これだけ忠告したのに、いくらでも出すだなんて馬鹿だなあ。にこりと微笑んで指を三本立てる。これでも安くしてあげてるんだから、払えないなんて言わないよね。

「はぁ!?テッメェ…!ぼったくってんじゃねぇ!」
「あら、じゃあいいのよ別に。コレが欲しい人は貴方だけじゃないもの」
「クッソ…!おら!これで満足だろ!」

金が払えないならいいわよ、と背を向けて去ろうとすれば男は焦ったように私の腕を掴む。男は、ポケットから取り出した一万円札を三枚私の手に握らせて私が持っていた飴へ手を伸ばす。

「何か勘違いしてるみたいね」
「…は、?」
「コレが、そんなに安く買えると思う?」
「っ、ま、さか…!?テメェ!!ふざけんなよ!!」

呆れたようにため息をついた私に、男の表情がみるみるうちに青くなる。たった三万ぽっちでコレが買えると思ってるなんて、どうしようもないわね。やれやれと肩を竦めた私の胸倉を掴んだ男は力ずくで私からソレを奪うつもりらしい。

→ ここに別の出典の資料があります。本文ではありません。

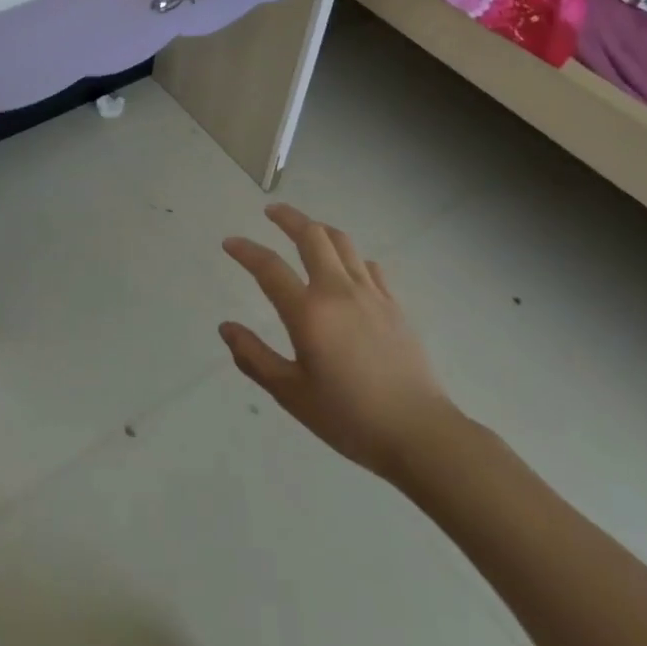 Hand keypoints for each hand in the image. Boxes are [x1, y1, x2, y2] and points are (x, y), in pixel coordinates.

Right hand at [220, 204, 454, 481]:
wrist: (420, 434)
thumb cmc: (349, 418)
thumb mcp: (292, 395)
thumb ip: (254, 358)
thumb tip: (226, 328)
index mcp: (309, 312)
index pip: (269, 267)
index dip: (245, 251)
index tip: (229, 243)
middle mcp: (338, 291)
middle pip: (312, 236)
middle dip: (288, 218)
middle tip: (271, 211)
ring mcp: (370, 294)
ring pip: (342, 242)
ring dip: (319, 228)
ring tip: (306, 228)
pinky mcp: (394, 305)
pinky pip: (368, 265)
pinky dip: (350, 256)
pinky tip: (346, 267) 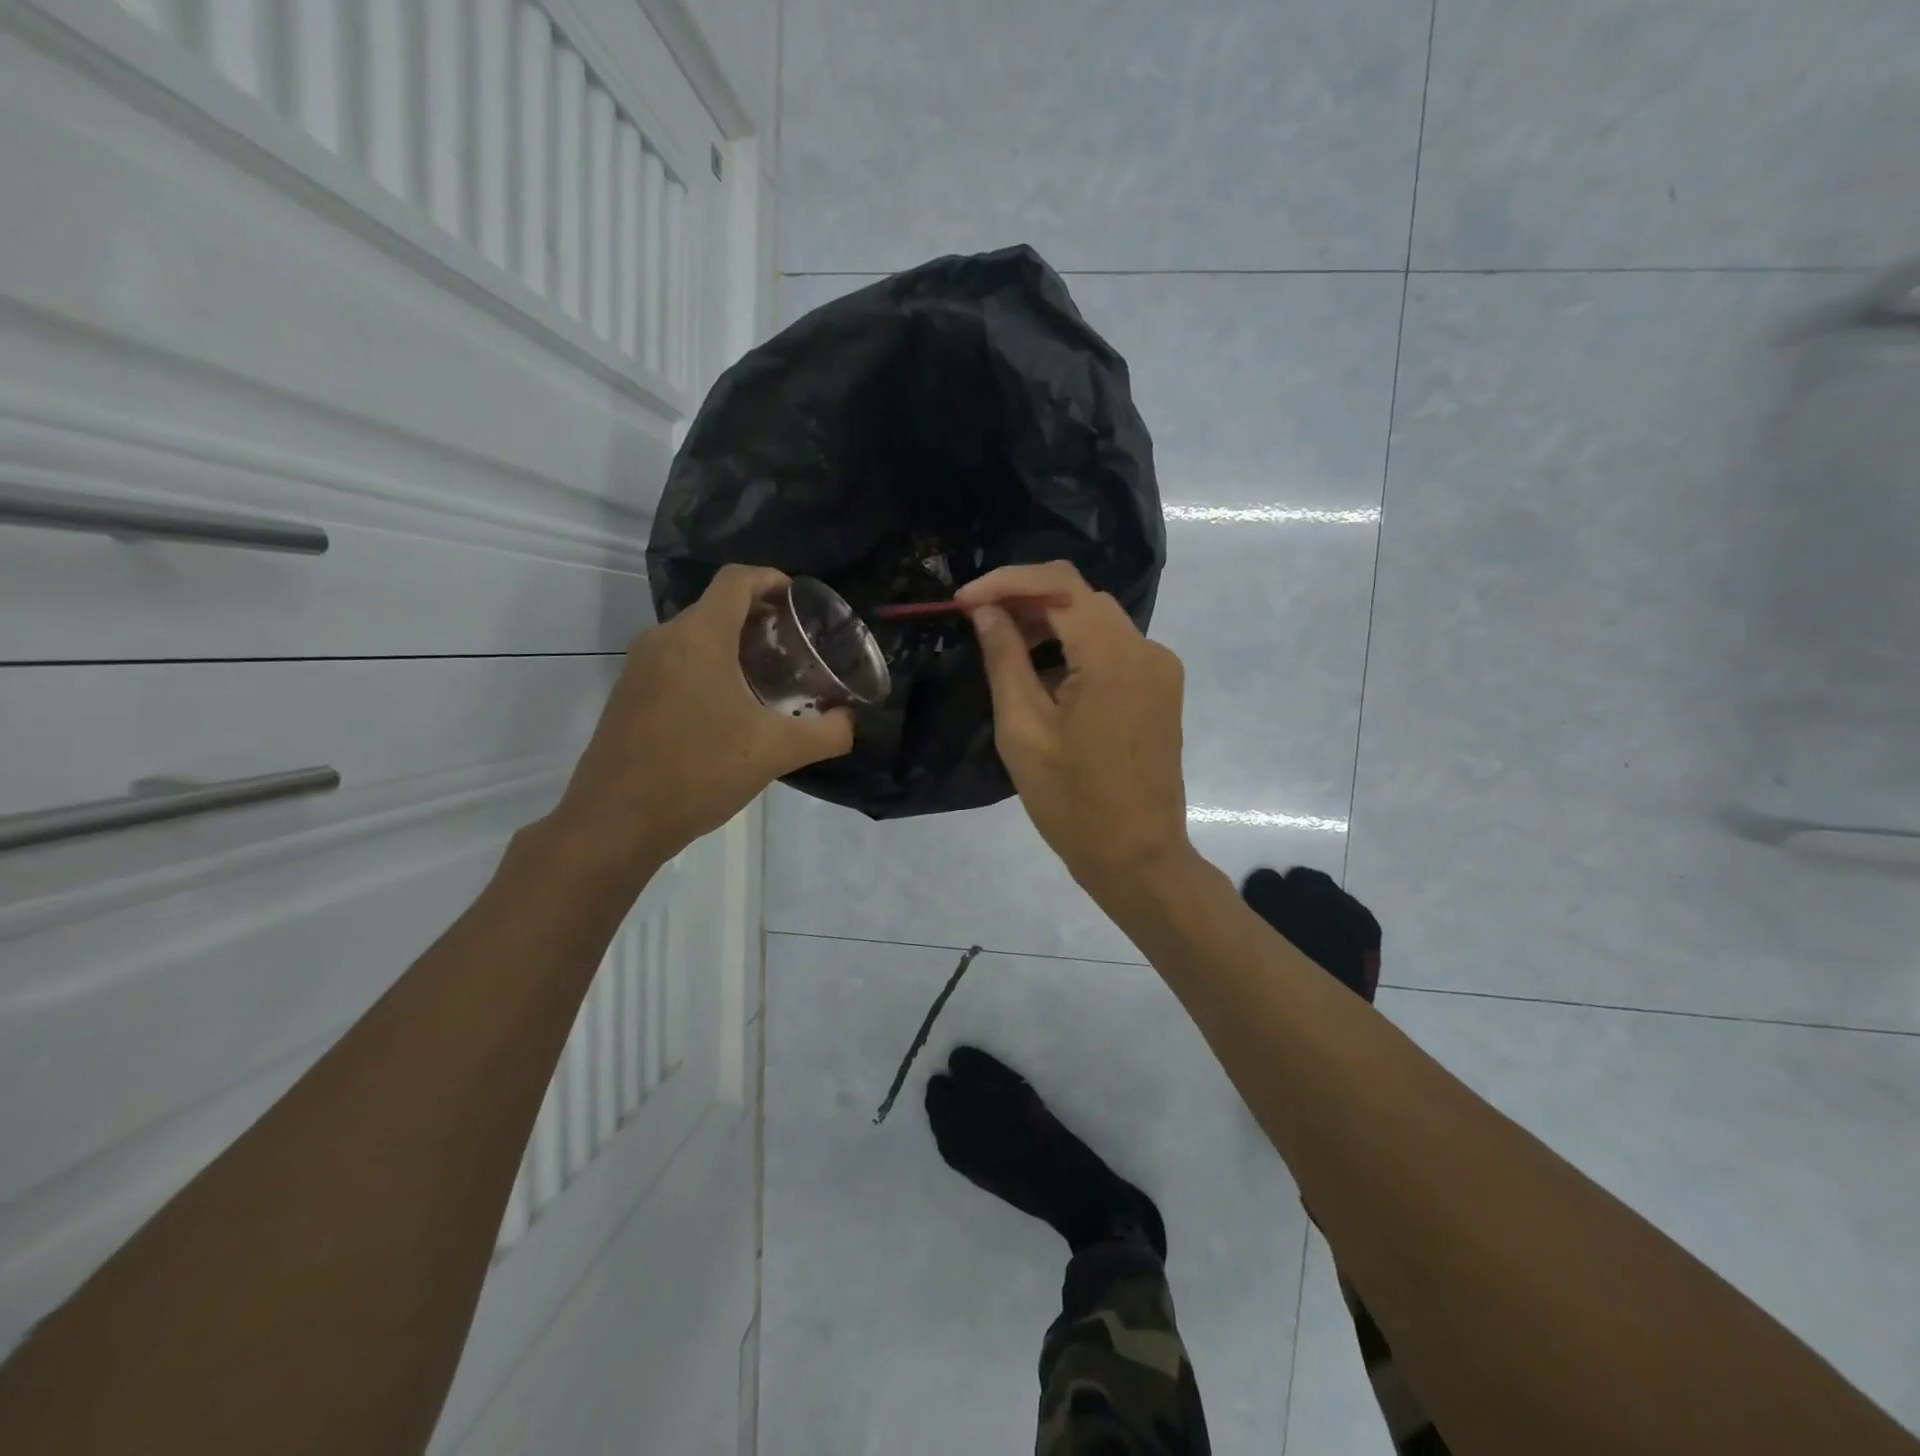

「とは言っても、さすがに可哀想だから…私のお願い聞いてくれたら三万で譲ってあげる」
「本当か!?」
「貴方にぴったりのお仕事があってね。手伝ってくれる?」
「あ、あぁ…!任せろ!」

先程までの怒りはどこへやら。表情を輝かせた男を連れて例のビルへと足を向ける。階段を下り、地下へと向かい花宮に男を預ければお仕事終了だ。ヒールを鳴らして路地を歩き、項垂れる若い男の子に声をかける。

「どうしたの?何か嫌な事でもあった?」

話、聞いてあげるからオネーサンと一緒に行かない?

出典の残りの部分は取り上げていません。